With substitution for a clock on the rocket measuring ten seconds, and a duration of time t0 for the tower, the equation should be
$$10s = t_0 \sqrt {1-0.6^2}$$

Carry on from there. You won't need a calculator; the square root is an exact decimal fraction, and t0 will be the length of time passing on the tower for the rocket clock to register 10 seconds.

Cheers -- sylas

10. Oct 23, 2009

### gztiger

a. In the inertial frame where the tower is at rest, how long does it take the watch (on board the rocket) to register 10 s?

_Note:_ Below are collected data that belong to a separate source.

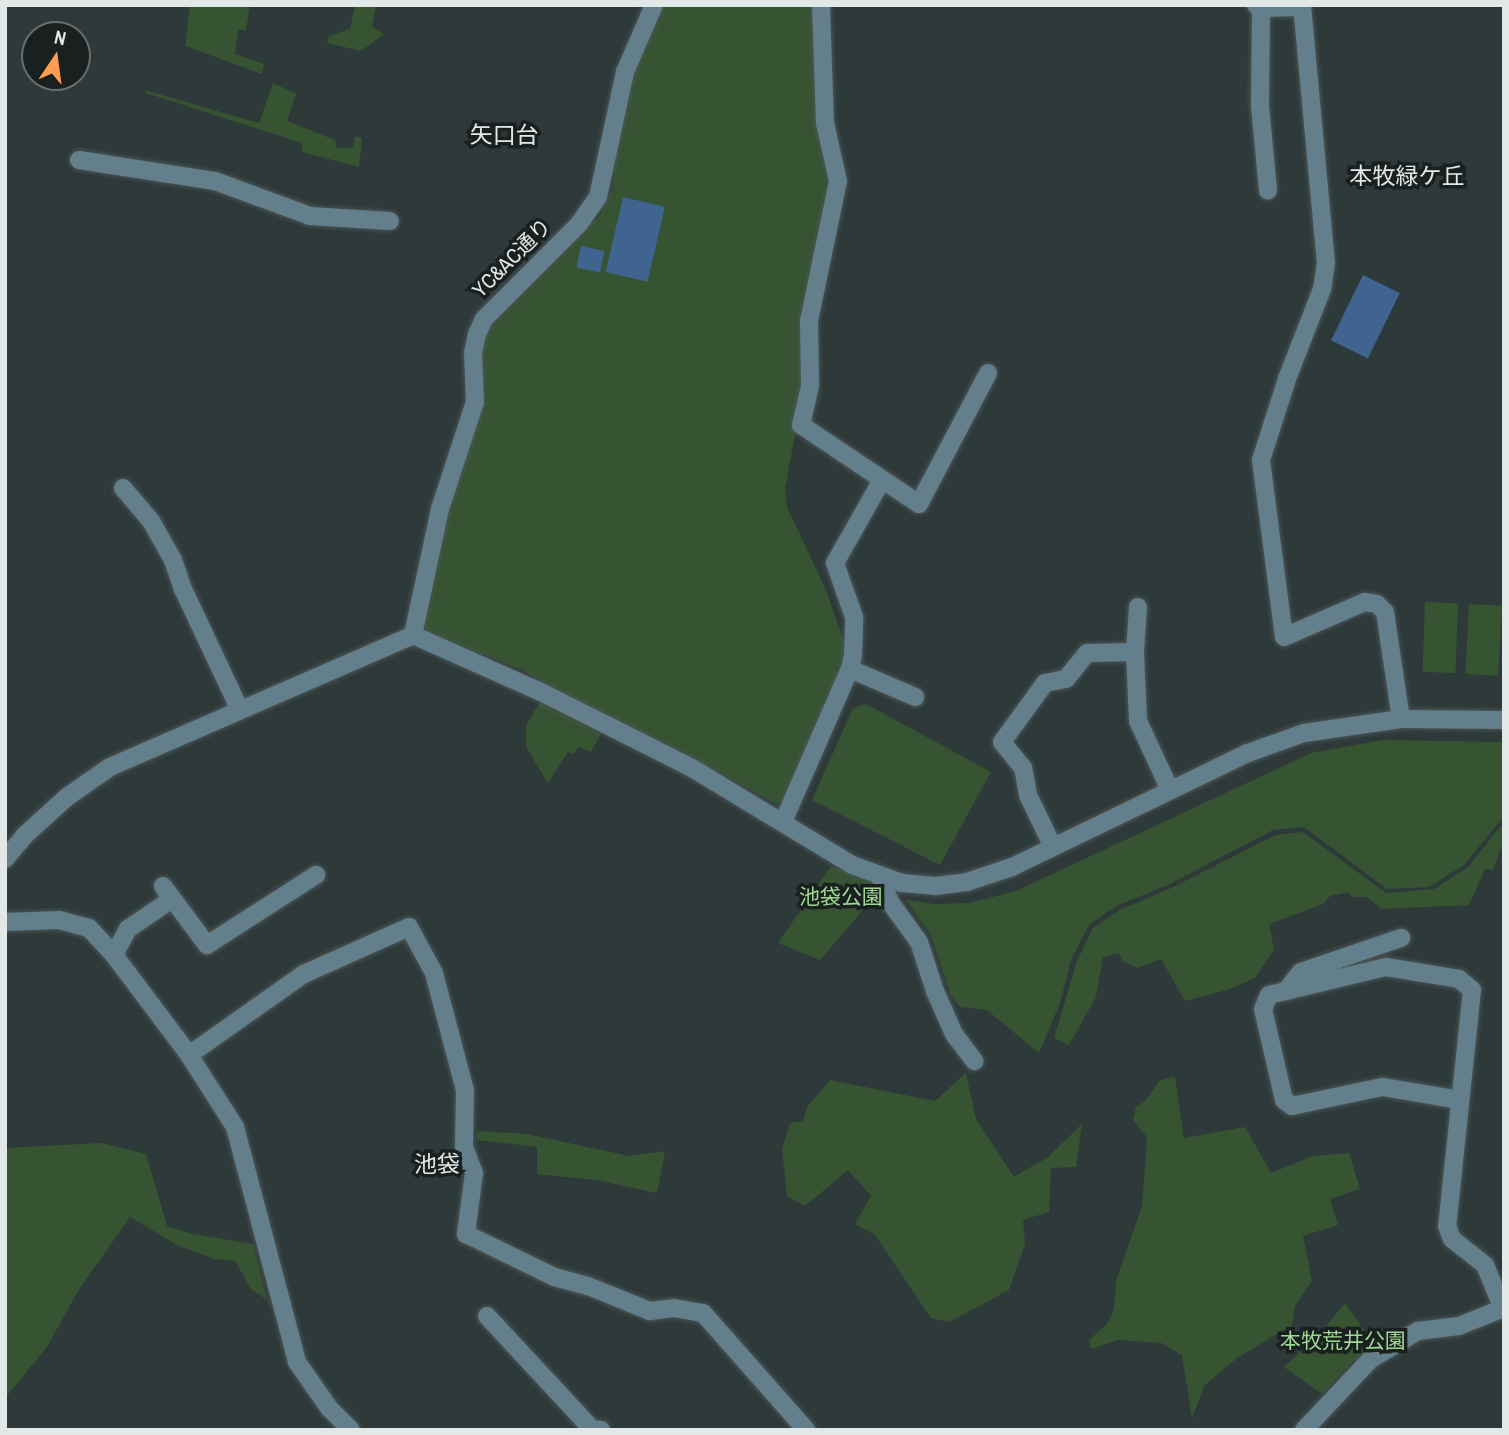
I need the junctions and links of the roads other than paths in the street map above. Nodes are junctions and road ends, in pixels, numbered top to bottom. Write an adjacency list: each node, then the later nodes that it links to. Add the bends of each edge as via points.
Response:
1 (654, 5): 12 (street, YC&AC通り, via 625,72 598,197 579,223 484,319 477,334 472,353 475,402 440,509)
2 (821, 5): 9 (street, via 825,124 838,181 809,321 810,386 801,425)
3 (1302, 6): 4 (street); 17 (street, via 1326,262 1322,289 1261,460 1284,637 1365,602 1377,604 1385,612)
4 (1259, 7): 6 (street, via 1260,106)
5 (79, 160): 7 (street, via 215,181 310,216)
6 (1268, 191)
7 (390, 221)
8 (988, 373): 9 (street, via 919,504)
9 (882, 480): 14 (street, via 835,563 854,617)
10 (123, 488): 16 (street, via 151,521 173,560)
11 (1138, 607): 13 (street)
12 (413, 635): 16 (street); 20 (street, via 541,692 692,768)
13 (1135, 652): 19 (street, via 1138,721); 21 (street, via 1087,653 1066,679 1045,683 1002,742 1023,768 1028,795)
14 (850, 669): 15 (street); 20 (street)
15 (915, 697)
16 (240, 710): 22 (street, via 110,767 67,797)
17 (1401, 719): 18 (street); 19 (street, via 1304,733 1248,753)
18 (1504, 720)
19 (1170, 790): 21 (street)
20 (783, 822): 24 (street)
21 (1053, 847): 24 (street, via 967,882 935,886)
22 (5, 859)
23 (316, 875): 27 (street, via 207,945 167,892 128,929)
24 (880, 877): 30 (street, via 890,902 919,942 954,1034)
25 (5, 922): 27 (street, via 59,920 89,928)
26 (1401, 939): 28 (street, via 1301,972)
27 (114, 955): 29 (street)
28 (1286, 991): 31 (street, via 1385,967 1459,979 1472,990); 31 (street, via 1269,995 1263,1009 1284,1100 1292,1106 1382,1087)
29 (189, 1055): 35 (street, via 234,1127 298,1362 329,1408); 36 (street, via 304,974 409,927 434,973 465,1090 464,1147 474,1173 466,1234 554,1277 650,1311 674,1308 703,1313)
30 (974, 1061)
31 (1460, 1100): 32 (street, via 1447,1226 1452,1239 1485,1265)
32 (1504, 1309): 37 (street, via 1459,1326 1418,1331 1371,1359)
33 (487, 1315): 34 (street)
34 (595, 1429)
35 (351, 1430)
36 (806, 1430)
37 (1304, 1430)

$$10s = t_0\sqrt {1-0.6^2}$$
$$10s = t_0\sqrt {1-0.36}$$
$$10s = t_0\sqrt {.64}$$
$$10s = t_0(.8)$$
$$\frac {10s} {.8} = t_0$$
$$t_0 = 12.5s$$

b. In the inertial frame where the rocket is at rest, how long does it take the clock in the tower to register 10s?

$$t= 10s \sqrt {1-0.6^2}$$
$$t= 10 s (.8)$$
$$t= 8s$$

So, is this right now?

Last edited: Oct 23, 2009
11. Oct 23, 2009

### sylas

Part a., correct.

Part b, not correct. In this case, you are calculating in the rocket frame, so t0 is what you are calculating, using t = 10s for the moving tower. You should get the same result as in the first problem.

Most people find this really confusing. But the situation of the rocket and the tower is symmetrical. Each one concludes that the clock of the other is running slow. This is not a contradiction.

If you have two events that are separated from each other in time and space, different observers will have different notions of the distance between them, and of the time between them.

For example, in the tower frame, the tower clock reads 12.5 in the same instant that the rocket clock reads 10. So in the tower frame, the tower clock reads 10 well before the rocket clock reads 10.

In the rocket frame, the order of these events in time is reversed. In the rocket frame, the rocket clock reads 10 and then a while later the tower clock reads 10.

Cheers -- sylas

12. Oct 23, 2009

### gztiger

thank you sylas. Even though I'm still a little bit confuse, but I believe I will find a way to understand it. Thanks for your time. I really appreciate your time. Thanks again.